A l’approche des fêtes de fin d’année, c’est l’heure du bilan pour la Tech française et européenne. Et comme c’est désormais le cas chaque année, le fonds londonien Atomico, lancé par Niklas Zennström, co-fondateur de Skype, profite de Slush, dernière grand-messe technologique de l’année qui se tient à Helsinki, deux semaines à peine après le Web Summit de Lisbonne, pour dévoiler son rapport «State of European Tech» qui dresse un état des lieux de la Tech européenne pour l’année écoulée. 

Réalisé en partenariat avec Slush et le cabinet d’affaires américain Orrick, cette étude met en lumière un financement des entreprises technologiques européennes en passe de dépasser les 30 milliards de dollars levés en 2019, contre 25 milliards de dollars en 2018. L’année en cours devrait ainsi s’achever avec 34,3 milliards de dollars investis au total dans l’écosystème européen dans le cadre de 4 608 opérations. «L’économie européenne n’est peut-être pas à l’abri, mais ses entreprises technologiques ont continué à battre des records au cours des douze derniers mois. Les entreprises technologiques européennes atteignent désormais un niveau de performance que beaucoup considéraient impensable lorsque nous avons commencé ce rapport il y a cinq ans», note Tom Wehmeier, associé chez Atomico et auteur du rapport.

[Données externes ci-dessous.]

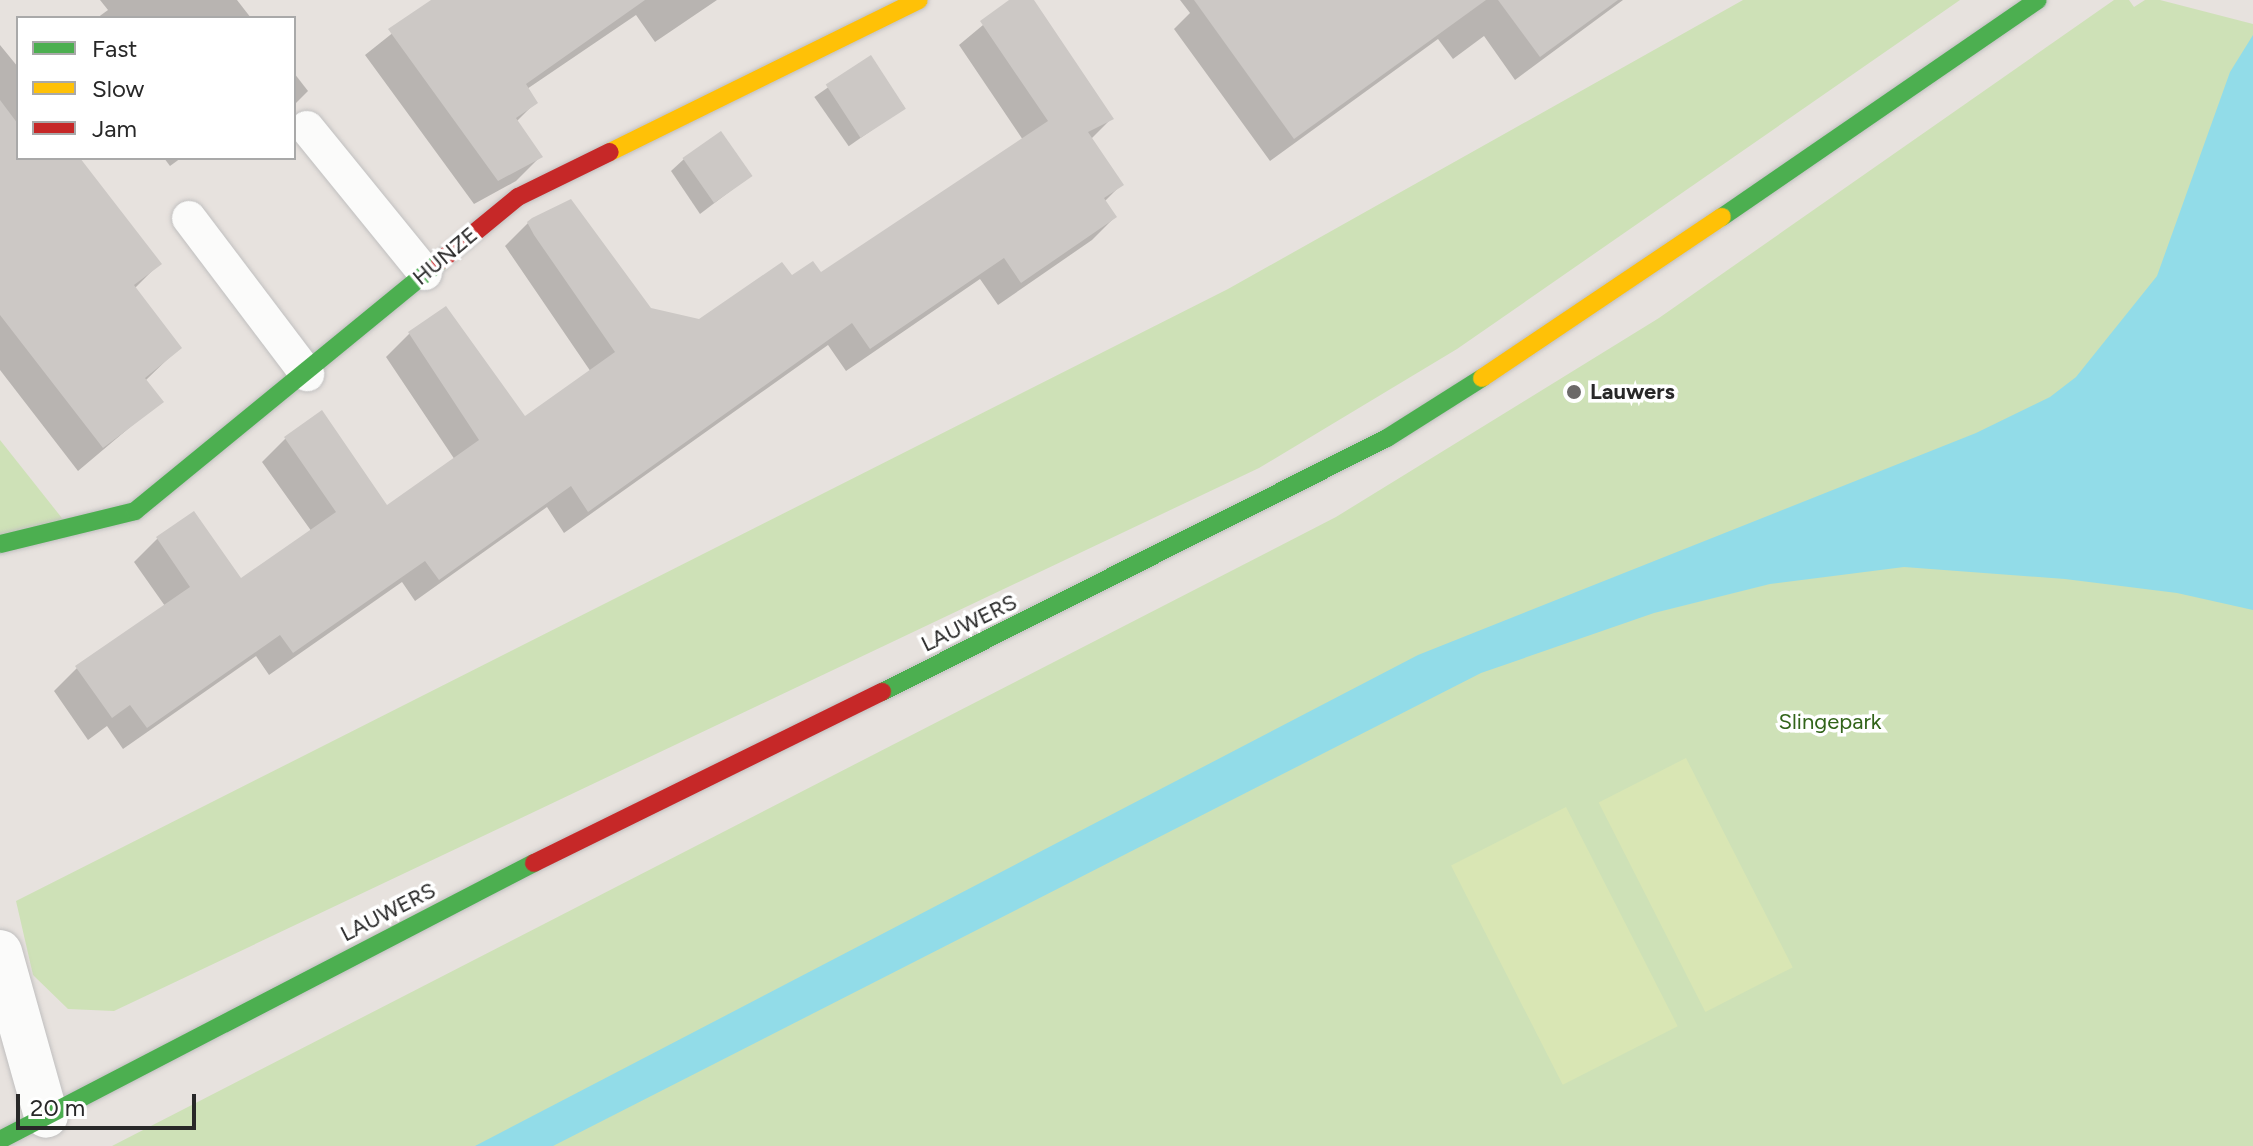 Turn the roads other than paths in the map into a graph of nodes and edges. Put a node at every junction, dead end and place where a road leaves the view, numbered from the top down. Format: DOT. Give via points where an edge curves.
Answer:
graph roads {
  1 [pos="919,0"];
  2 [pos="2038,0"];
  3 [pos="307,128"];
  4 [pos="189,218"];
  5 [pos="425,273"];
  6 [pos="307,374"];
  7 [pos="0,544"];
  8 [pos="0,952"];
  9 [pos="46,1116"];
  10 [pos="0,1140"];
  1 -- 5 [label="street, HUNZE" via="518,197"];
  2 -- 9 [label="street, LAUWERS" via="1560,328 1387,438 1142,565 587,836"];
  3 -- 5 [label="lane"];
  4 -- 6 [label="lane"];
  5 -- 6 [label="street, HUNZE"];
  6 -- 7 [label="street, HUNZE" via="135,511"];
  8 -- 9 [label="street"];
  9 -- 10 [label="street, LAUWERS"];
}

Les pays qui ont capté le plus d’investissements en 2019. Crédit : Atomico.

La France monte en puissance dans le financement late-stage 

En France, ce chiffre atteint 4,8 milliards de dollars, en hausse de 42% par rapport à l’année dernière, ce qui place la Tech française au troisième rang européen derrière le Royaume-Uni et l’Allemagne. Pour atteindre ce montant, l’Hexagone a notamment pu compter sur des entreprises comme Doctolib (150 millions d’euros en mars), Meero (205 millions d’euros en juin) et ManoMano (110 millions d’euros en avril), qui ont réalisé des opérations d’envergure pour intégrer le cercle très fermé des licornes tricolores. 

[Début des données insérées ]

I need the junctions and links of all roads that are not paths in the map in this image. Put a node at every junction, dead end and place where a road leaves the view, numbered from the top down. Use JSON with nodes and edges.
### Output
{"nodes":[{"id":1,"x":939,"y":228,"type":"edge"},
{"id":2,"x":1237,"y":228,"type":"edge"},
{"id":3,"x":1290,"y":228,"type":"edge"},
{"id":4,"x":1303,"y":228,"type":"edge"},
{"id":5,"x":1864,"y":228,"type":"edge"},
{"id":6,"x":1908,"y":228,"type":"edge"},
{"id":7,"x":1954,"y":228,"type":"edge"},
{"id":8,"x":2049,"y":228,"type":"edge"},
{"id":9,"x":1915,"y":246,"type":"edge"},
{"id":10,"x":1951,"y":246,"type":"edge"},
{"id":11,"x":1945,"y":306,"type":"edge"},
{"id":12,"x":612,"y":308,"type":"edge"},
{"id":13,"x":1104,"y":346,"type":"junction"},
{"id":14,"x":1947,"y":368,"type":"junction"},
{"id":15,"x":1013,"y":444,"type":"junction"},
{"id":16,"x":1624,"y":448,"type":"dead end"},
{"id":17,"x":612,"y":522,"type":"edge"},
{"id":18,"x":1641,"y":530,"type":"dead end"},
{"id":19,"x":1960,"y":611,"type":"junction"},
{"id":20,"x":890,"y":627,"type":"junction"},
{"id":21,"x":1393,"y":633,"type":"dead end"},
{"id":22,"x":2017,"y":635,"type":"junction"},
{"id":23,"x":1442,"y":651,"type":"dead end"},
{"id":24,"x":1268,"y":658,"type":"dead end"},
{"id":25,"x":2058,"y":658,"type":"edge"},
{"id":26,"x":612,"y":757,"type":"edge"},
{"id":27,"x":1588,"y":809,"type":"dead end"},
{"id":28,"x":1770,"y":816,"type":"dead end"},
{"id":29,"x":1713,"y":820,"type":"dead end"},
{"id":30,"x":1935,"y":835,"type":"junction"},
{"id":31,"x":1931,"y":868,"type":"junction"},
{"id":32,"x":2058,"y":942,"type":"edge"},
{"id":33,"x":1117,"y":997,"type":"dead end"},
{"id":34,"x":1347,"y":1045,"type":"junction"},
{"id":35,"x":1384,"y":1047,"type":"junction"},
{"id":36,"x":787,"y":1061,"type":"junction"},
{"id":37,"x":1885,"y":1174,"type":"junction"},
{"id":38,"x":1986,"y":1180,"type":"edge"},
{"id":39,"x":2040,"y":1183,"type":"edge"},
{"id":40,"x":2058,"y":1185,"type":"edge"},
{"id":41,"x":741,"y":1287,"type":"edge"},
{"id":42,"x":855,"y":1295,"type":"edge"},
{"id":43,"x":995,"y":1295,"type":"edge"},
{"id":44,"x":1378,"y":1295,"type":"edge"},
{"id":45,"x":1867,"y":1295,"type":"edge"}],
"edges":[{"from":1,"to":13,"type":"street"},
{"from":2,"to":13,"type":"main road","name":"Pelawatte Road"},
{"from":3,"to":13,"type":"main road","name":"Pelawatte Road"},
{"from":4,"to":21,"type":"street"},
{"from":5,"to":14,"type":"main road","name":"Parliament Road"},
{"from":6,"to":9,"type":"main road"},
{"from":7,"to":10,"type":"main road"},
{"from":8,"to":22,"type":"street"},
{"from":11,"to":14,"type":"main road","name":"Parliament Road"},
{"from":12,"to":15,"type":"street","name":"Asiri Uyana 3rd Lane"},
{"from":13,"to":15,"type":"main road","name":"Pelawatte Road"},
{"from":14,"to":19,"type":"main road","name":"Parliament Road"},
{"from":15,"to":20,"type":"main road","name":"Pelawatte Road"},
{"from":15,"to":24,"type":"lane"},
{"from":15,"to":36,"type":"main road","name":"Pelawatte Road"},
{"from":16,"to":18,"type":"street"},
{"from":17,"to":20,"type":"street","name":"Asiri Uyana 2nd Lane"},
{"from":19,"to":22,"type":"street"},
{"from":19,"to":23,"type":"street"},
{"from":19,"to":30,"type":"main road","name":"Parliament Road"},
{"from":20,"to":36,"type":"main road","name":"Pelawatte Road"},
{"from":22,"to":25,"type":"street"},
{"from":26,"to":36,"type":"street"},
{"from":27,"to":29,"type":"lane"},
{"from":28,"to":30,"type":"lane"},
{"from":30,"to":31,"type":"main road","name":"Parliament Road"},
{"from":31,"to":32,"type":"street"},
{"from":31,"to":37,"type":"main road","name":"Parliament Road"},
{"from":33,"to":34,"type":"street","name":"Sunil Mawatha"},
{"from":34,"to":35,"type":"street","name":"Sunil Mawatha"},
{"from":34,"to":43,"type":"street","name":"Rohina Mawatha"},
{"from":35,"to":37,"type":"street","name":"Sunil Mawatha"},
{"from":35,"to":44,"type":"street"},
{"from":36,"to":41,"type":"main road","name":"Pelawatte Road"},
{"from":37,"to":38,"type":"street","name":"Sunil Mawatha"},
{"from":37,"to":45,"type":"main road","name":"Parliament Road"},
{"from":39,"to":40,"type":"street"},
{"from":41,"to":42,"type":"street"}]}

D’après le rapport «Blooming Late» réalisé par Stripe avec Tech.eu, en marge du Web Summit, la France a d’ailleurs capté 2,7 milliards d’euros d’investissements pour ses scale-up à l’occasion de méga-levées de fonds – plus de 100 millions d’euros – au cours des quatre dernières années. Leader européen dans l’investissement early-stage, la France n’apparaît qu’en cinquième position sur le segment du financement late-stage. Pour figurer sur le podium, Emmanuel Macron a annoncé en septembre une enveloppe de 5 milliards d’euros sur trois ans pour soutenir les start-up françaises en hypercroissance. Avec une telle somme, l’objectif est de multiplier les tours de table supérieurs à 50 millions d’euros des futurs champions de la French Tech, et ainsi d’atteindre les 25 licornes tricolores d’ici 2025.

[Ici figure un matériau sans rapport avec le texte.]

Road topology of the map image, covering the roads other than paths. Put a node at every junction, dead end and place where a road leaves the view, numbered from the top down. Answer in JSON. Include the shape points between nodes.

La DeepTech et Paris en pleine forme dans l’Hexagone 

Au niveau des secteurs qui ont attiré les investissement dans l’écosystème français, la DeepTech a tiré son épingle du jeu. En effet, ce secteur a recueilli à lui seul un tiers des fonds perçus par les start-up françaises. Avec 1,4 milliard de dollars levés par les jeunes pousses françaises spécialisées dans la DeepTech, la France constitue le deuxième écosystème le plus attractif d’Europe dans ce secteur. Il faut dire qu’avec 1,9 million de scientifiques et d’ingénieurs dans son giron, l’Hexagone héberge la deuxième population de ce calibre sur le Vieux Continent. 

Conséquence directe de la bonne forme actuelle de la Tech française, Paris apparaît comme le troisième plus grand hub en Europe en matière de financement des start-up après Londres et Berlin. La capitale de l’Hexagone, qui héberge des structures comme Station F, eFounders ou encore Founders Future, a ainsi vu bondir de 203% les capitaux investis dans les start-up qu’elle héberge au cours des cinq dernières années, contre 143% à Londres et 70% à Berlin. A l’échelle nationale, Paris a reçu 46 fois plus de financements que Lyon, deuxième ville française qui en a reçu le plus. Toulouse, qui abrite notamment le centre européen de recherche de Hyperloop Transportation Technologies, complète le podium. 

11,2 milliards d’investissements au Royaume-Uni 

Si la France affiche une belle croissance, c’est donc bel et bien le Royaume-Uni, en dépit de la crise politique outre-Manche avec un Brexit qui peine à se concrétiser, qui continue de dominer le Vieux Continent. La Grande-Bretagne a ainsi capté 11,2 milliards de dollars d’investissements, très loin devant l’Allemagne et ses 5,9 milliards de dollars collectés. Quant aux secteurs qui ont le vent en poupe, on retrouve la FinTech (9 milliards de dollars), le software (7,5 milliards de dollars), la santé (3,6 milliards de dollars), l’énergie (3 milliards de dollars) et la mobilité (2,3 milliards de dollars). 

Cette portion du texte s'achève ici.